People are also more likely to be admitted to hospital with their poor health and in extreme cases, they could even die.

Study author Dr Pankaj Gupta, a consultant metabolic physician at Leicester’s Hospitals, said: “The National Centre for Drug Adherence Testing is the first and largest adherence testing centre in the world. We use liquid chromatography-tandem mass spectrometry (LC-MS/MS), to objectively and robustly detect non-adherence for a range of medicines. The benefit of using this technique is it reduces the need for doctors to rely on patients’ self-reporting.”

Professor Kamlesh Khunti, who is Professor of Primary Care Diabetes and Vascular Medicine at the University of Leicester and is also a Co-Director at the Leicester Diabetes Centre, said: “It is difficult to diagnose non-adherence reliably through conversation alone. Many patients may not want to admit that they forget to take their medication, or for whatever reason choose not to, but it is important doctors have the full picture.

“Our study shows, for the first time, that a routine, non-invasive urine sample that’s taken during a standard annual diabetes review can be used to detect the person’s approach to their medication.

“If carried out, this test could help initiate a discussion about the reasons for non-adherence and ways to overcome them. Our findings also show that not taking the right medication correctly is associated with poor diabetes control, which can lead to serious health complications in the future.

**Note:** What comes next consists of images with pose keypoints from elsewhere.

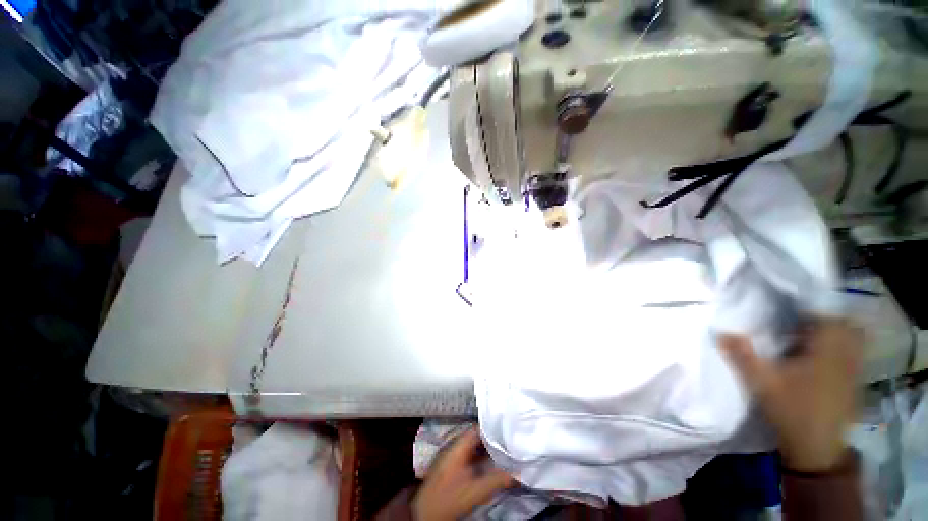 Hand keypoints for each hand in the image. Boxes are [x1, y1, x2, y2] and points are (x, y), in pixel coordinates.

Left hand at [413, 429, 513, 520]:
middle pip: (476, 435)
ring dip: (485, 447)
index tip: (508, 431)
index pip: (478, 428)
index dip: (493, 428)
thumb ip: (498, 480)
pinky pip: (467, 452)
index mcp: (458, 444)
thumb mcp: (477, 490)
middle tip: (508, 442)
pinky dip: (479, 455)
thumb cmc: (450, 498)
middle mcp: (453, 444)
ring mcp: (450, 453)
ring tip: (502, 450)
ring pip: (472, 444)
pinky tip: (488, 462)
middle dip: (492, 438)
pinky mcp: (449, 463)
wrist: (427, 513)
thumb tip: (518, 473)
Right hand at [720, 319, 861, 471]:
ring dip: (831, 333)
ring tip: (804, 338)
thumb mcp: (761, 383)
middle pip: (844, 324)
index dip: (809, 307)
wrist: (816, 449)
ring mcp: (853, 370)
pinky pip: (851, 354)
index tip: (787, 307)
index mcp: (826, 351)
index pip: (827, 315)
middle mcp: (845, 356)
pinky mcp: (853, 382)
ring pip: (851, 340)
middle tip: (796, 321)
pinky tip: (815, 359)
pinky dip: (837, 349)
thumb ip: (742, 355)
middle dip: (822, 318)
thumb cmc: (791, 411)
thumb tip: (721, 331)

“We want to use this research as a way of telling people that if they’re given prescription drugs by their doctor they should take them properly. If they wish to make any changes to their medication or have any worries, then this should be discussed with their healthcare team.”

The authors acknowledge that a weakness of the study is that urine samples only provide a snapshot of non-adherence and more research is needed to confirm whether biochemical testing using LC-MS/MS is a predictor of longer-term outcomes. Further research could also compare biochemical testing against patient self-reported measures of adherence or prescription refill rate.

The study, ‘Biochemical Urine Testing of Adherence to Cardiovascular Medications Reveals High Rates of Nonadherence in People Attending Their Annual Review for Type 2 Diabetes’, was published in Diabetes Care.

Picture credit: freestocks.org

Comments (2)

  1. Jane Speight says:

    I agree with Tim’s comments above.
    There is ‘good news’ in this article that has been overlooked in favour of emphasising the negatives.
    I also would like to know when ‘non-adherence’ became a condition to ‘diagnose’? It doesn’t take an objective marker or ‘diagnosis’ to initiate a meaningful conversation.
    I suggest that the conversation about the reasons that people are not taking their medications can be explored more easily and openly if the person with diabetes doesn’t feel like they have just been ‘found out’ for ‘non-adherence’ like some kind of naughty child.

  2. Timothy Skinner says:

    First, can I suggest that this article is read more carefully. Here are some direct quotes from the paper
    “while nonadherence to antidiabetic medications was 9.3%”
    “any nonadherent patients (44.4%) had an HbA1c level of <7%"

    This does not seem to be the negative picture being presented by the authors

    Second, the language of this artice, and the published article is clearly not aligned with guidance issues by Diabetes UK and the NHS (see the Language Matters report). It is riddled with blame and judgements of the person with diabetes. Language that undermines individuals ability to manage their diabetes.